● Saved data entries:

━━━

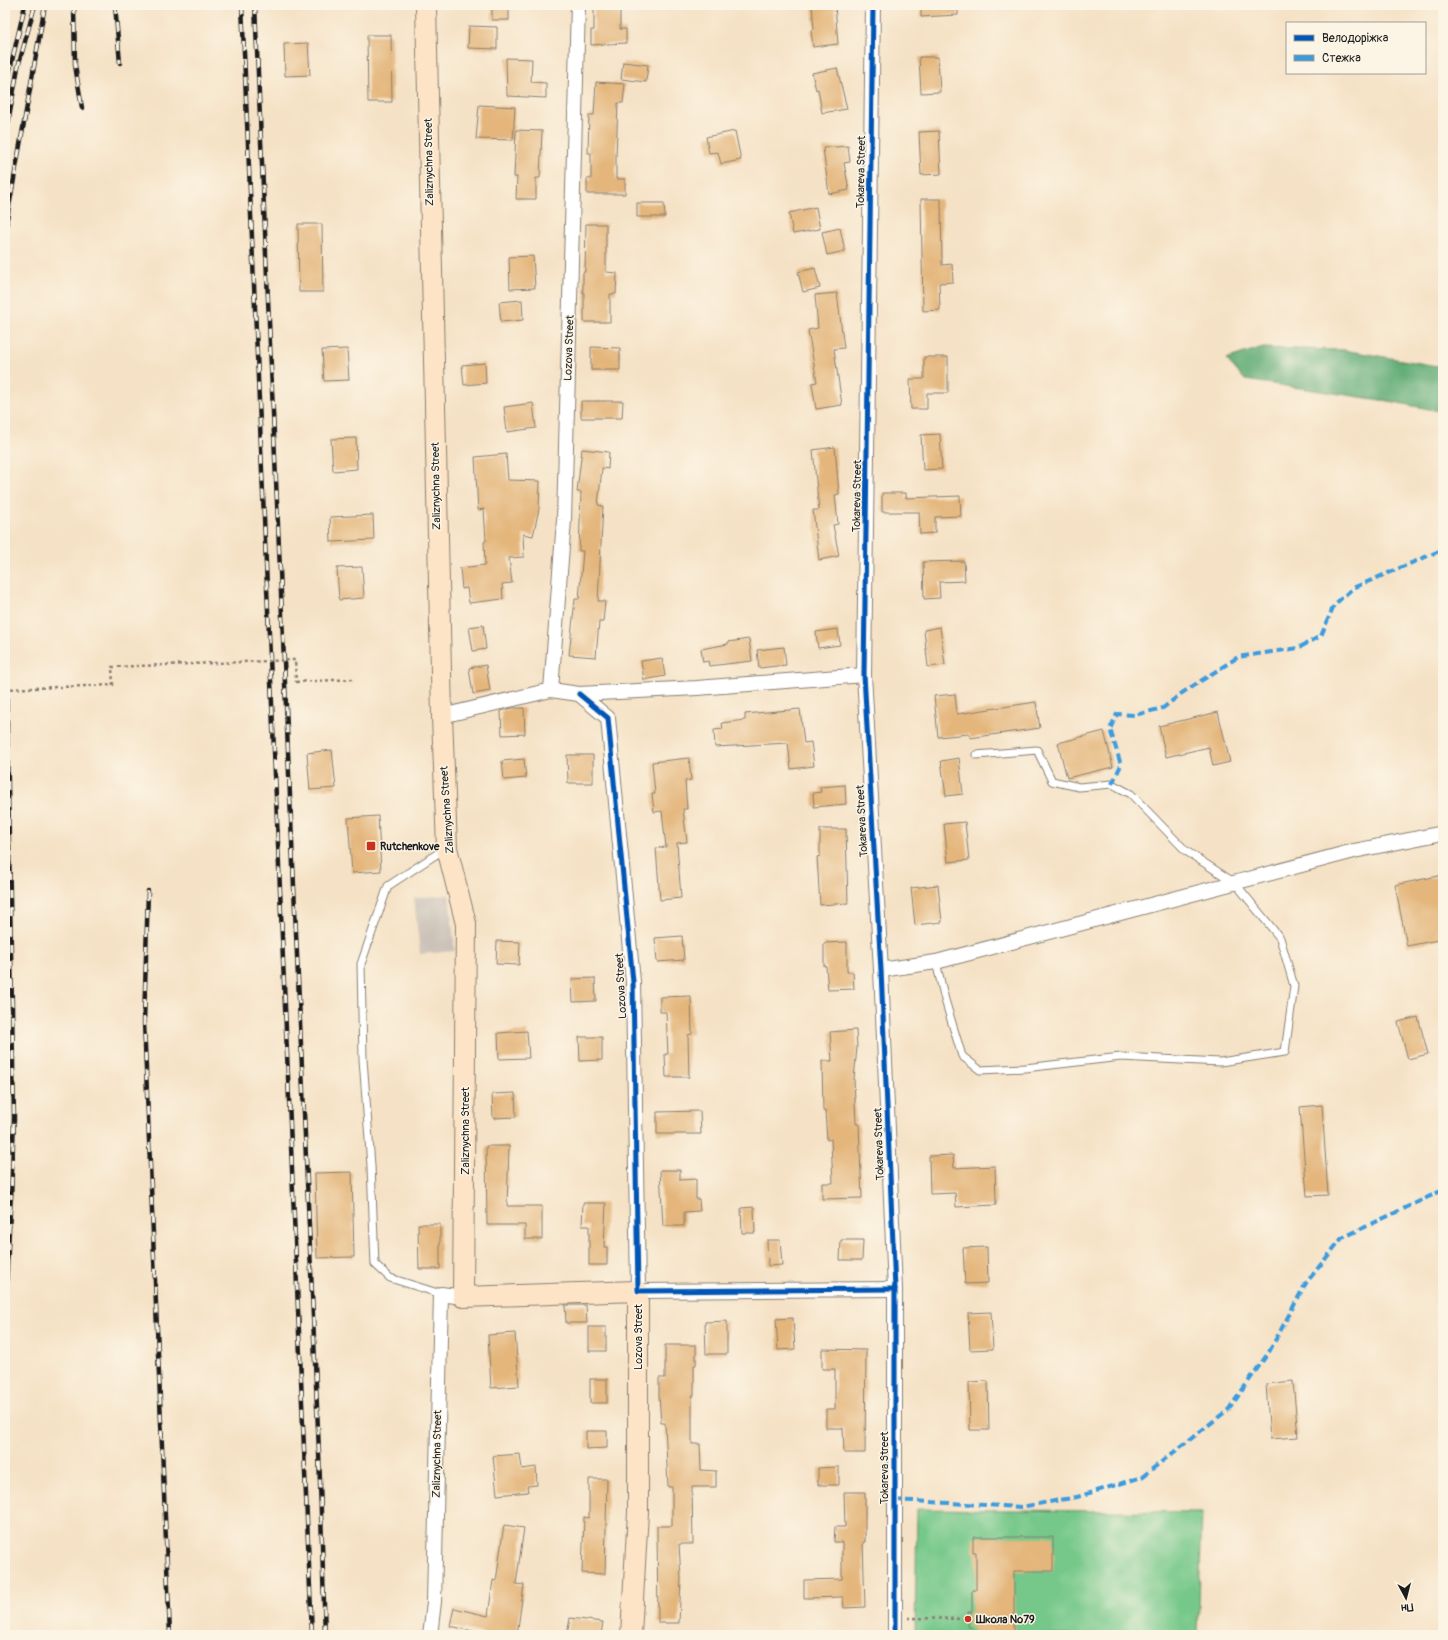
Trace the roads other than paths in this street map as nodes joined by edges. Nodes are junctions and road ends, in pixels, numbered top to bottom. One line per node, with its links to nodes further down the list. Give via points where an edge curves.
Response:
1 (426, 5): 7 (main road, Zaliznychna Street)
2 (578, 5): 5 (street, Lozova Street, via 564,520)
3 (873, 5): 4 (street, Tokareva Street)
4 (864, 675): 6 (street); 13 (street, Tokareva Street)
5 (551, 690): 6 (street); 7 (street)
6 (579, 694): 15 (street, Lozova Street, via 608,718 633,982)
7 (442, 716): 10 (main road, Zaliznychna Street)
8 (976, 755): 11 (lane, via 1037,750 1052,781 1079,787 1112,784 1131,794 1186,851)
9 (1443, 833): 11 (street, via 1354,851)
10 (447, 848): 16 (lane, via 388,886 361,964 363,1059 375,1264 390,1278); 17 (main road, Zaliznychna Street, via 466,924)
11 (1235, 883): 12 (street); 12 (lane, via 1280,938 1294,986 1285,1052 1220,1062 1121,1057 1025,1068 980,1070 962,1056)
12 (936, 962): 13 (street)
13 (881, 970): 14 (street, Tokareva Street)
14 (895, 1289): 15 (street); 20 (street, Tokareva Street)
15 (638, 1291): 17 (main road); 19 (main road, Lozova Street, via 638,1512)
16 (440, 1294): 17 (street); 18 (street, Zaliznychna Street, via 434,1602)
17 (463, 1297)
18 (430, 1635)
19 (631, 1635)
20 (895, 1635)

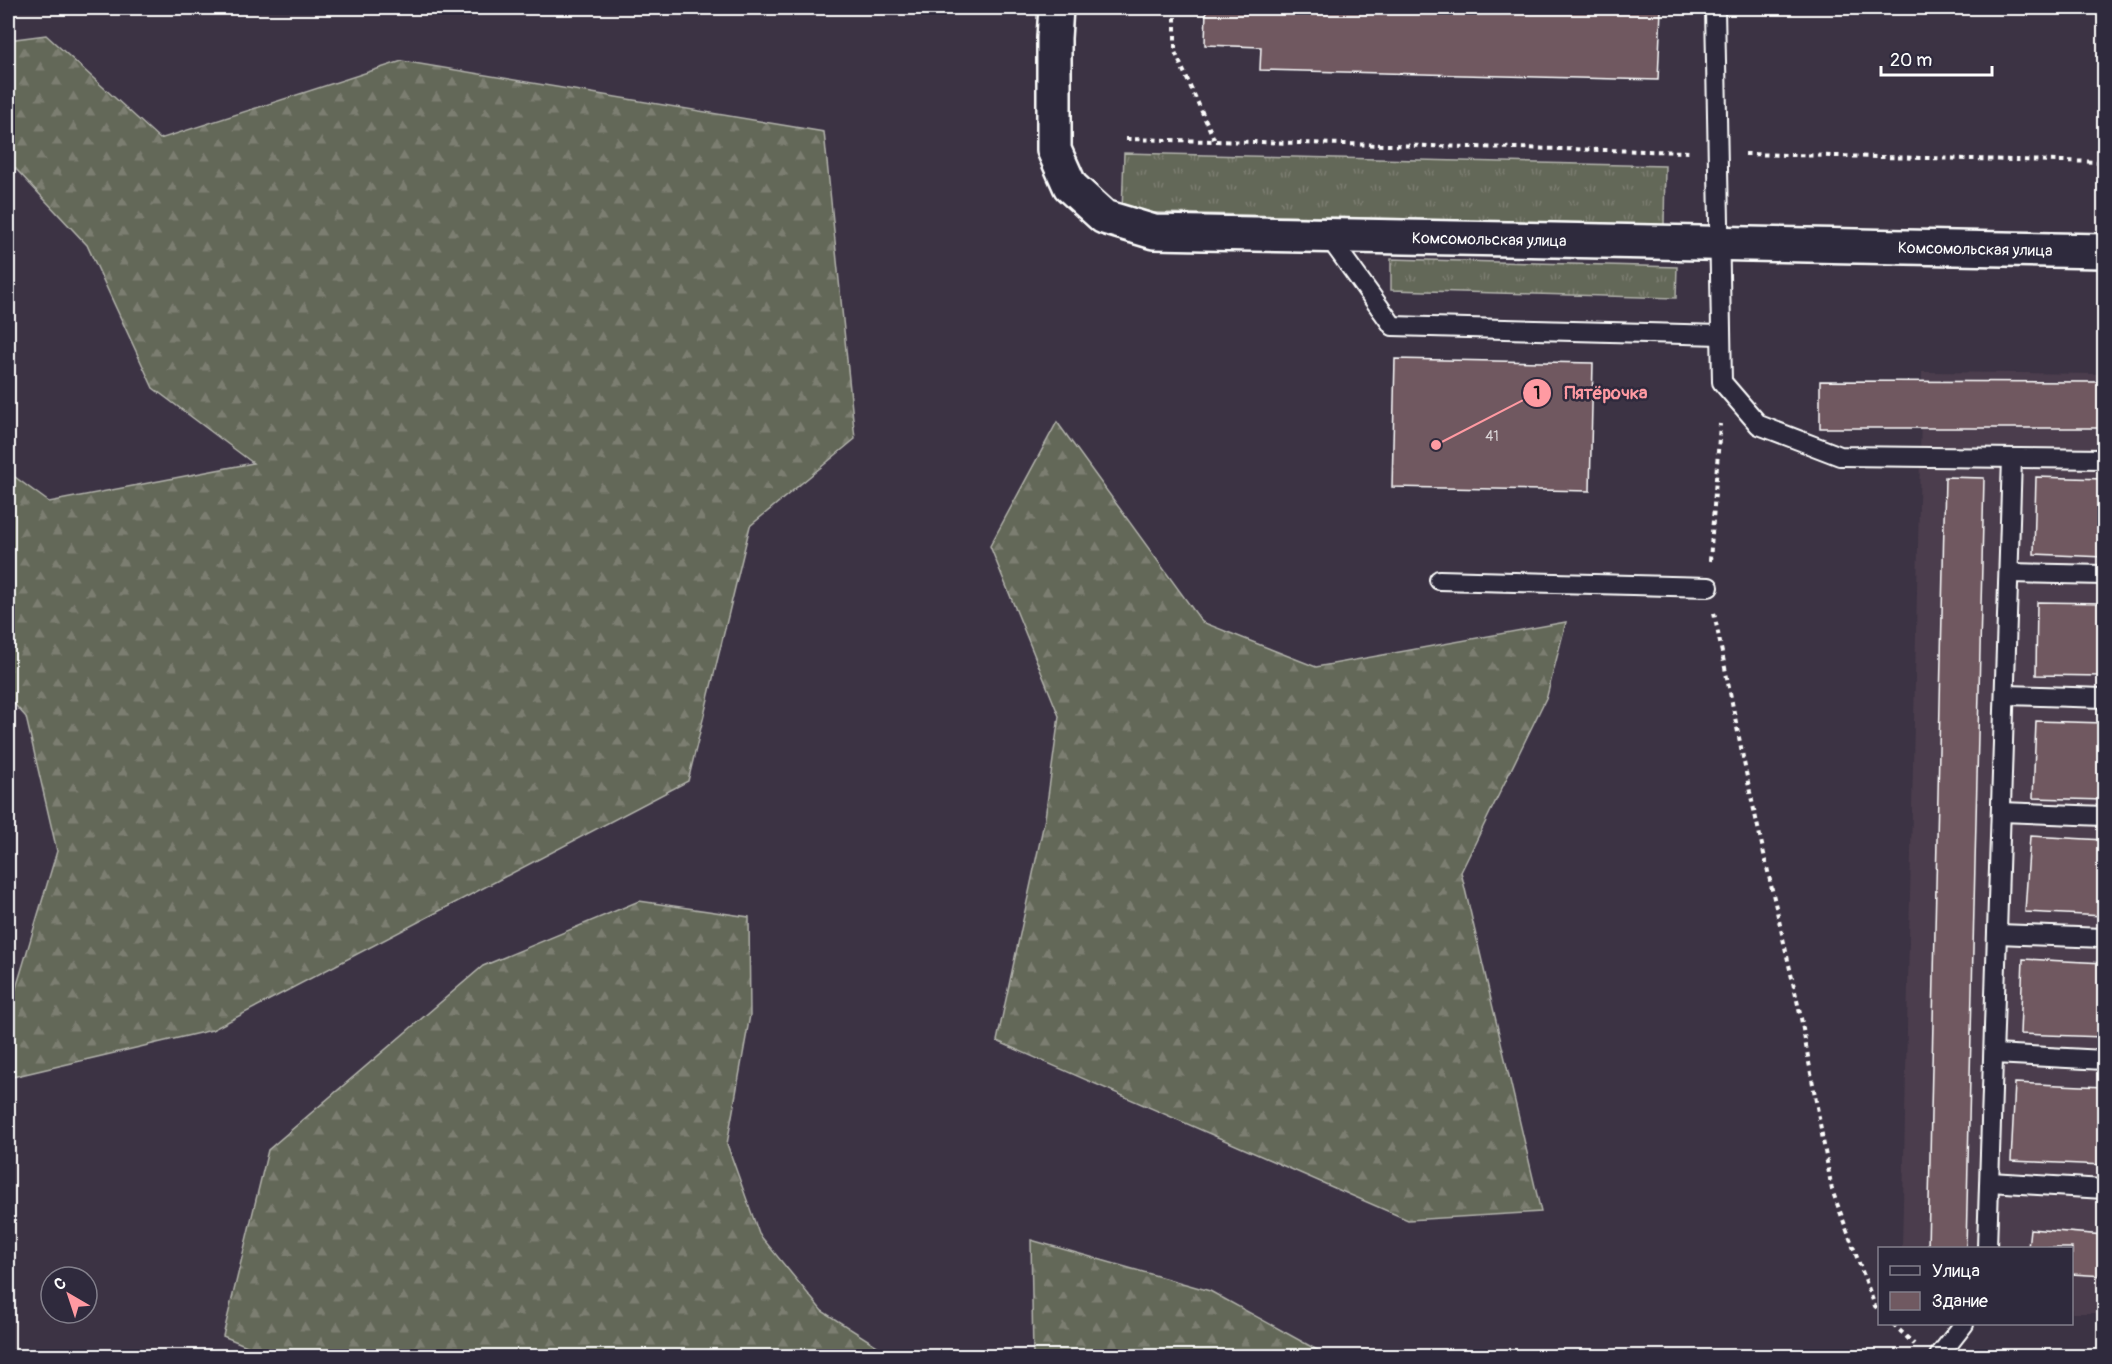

━━━

● Work order: Retype all the entries word for word; the pictures stay out.

● Exercise output:
Trace the roads other than paths in this street map as nodes joined by edges. Nodes are junctions and road ends, in pixels, numbered top to bottom. One line per node, with its links to nodes further down the list. Give via points where an edge curves.
Response:
1 (426, 5): 7 (main road, Zaliznychna Street)
2 (578, 5): 5 (street, Lozova Street, via 564,520)
3 (873, 5): 4 (street, Tokareva Street)
4 (864, 675): 6 (street); 13 (street, Tokareva Street)
5 (551, 690): 6 (street); 7 (street)
6 (579, 694): 15 (street, Lozova Street, via 608,718 633,982)
7 (442, 716): 10 (main road, Zaliznychna Street)
8 (976, 755): 11 (lane, via 1037,750 1052,781 1079,787 1112,784 1131,794 1186,851)
9 (1443, 833): 11 (street, via 1354,851)
10 (447, 848): 16 (lane, via 388,886 361,964 363,1059 375,1264 390,1278); 17 (main road, Zaliznychna Street, via 466,924)
11 (1235, 883): 12 (street); 12 (lane, via 1280,938 1294,986 1285,1052 1220,1062 1121,1057 1025,1068 980,1070 962,1056)
12 (936, 962): 13 (street)
13 (881, 970): 14 (street, Tokareva Street)
14 (895, 1289): 15 (street); 20 (street, Tokareva Street)
15 (638, 1291): 17 (main road); 19 (main road, Lozova Street, via 638,1512)
16 (440, 1294): 17 (street); 18 (street, Zaliznychna Street, via 434,1602)
17 (463, 1297)
18 (430, 1635)
19 (631, 1635)
20 (895, 1635)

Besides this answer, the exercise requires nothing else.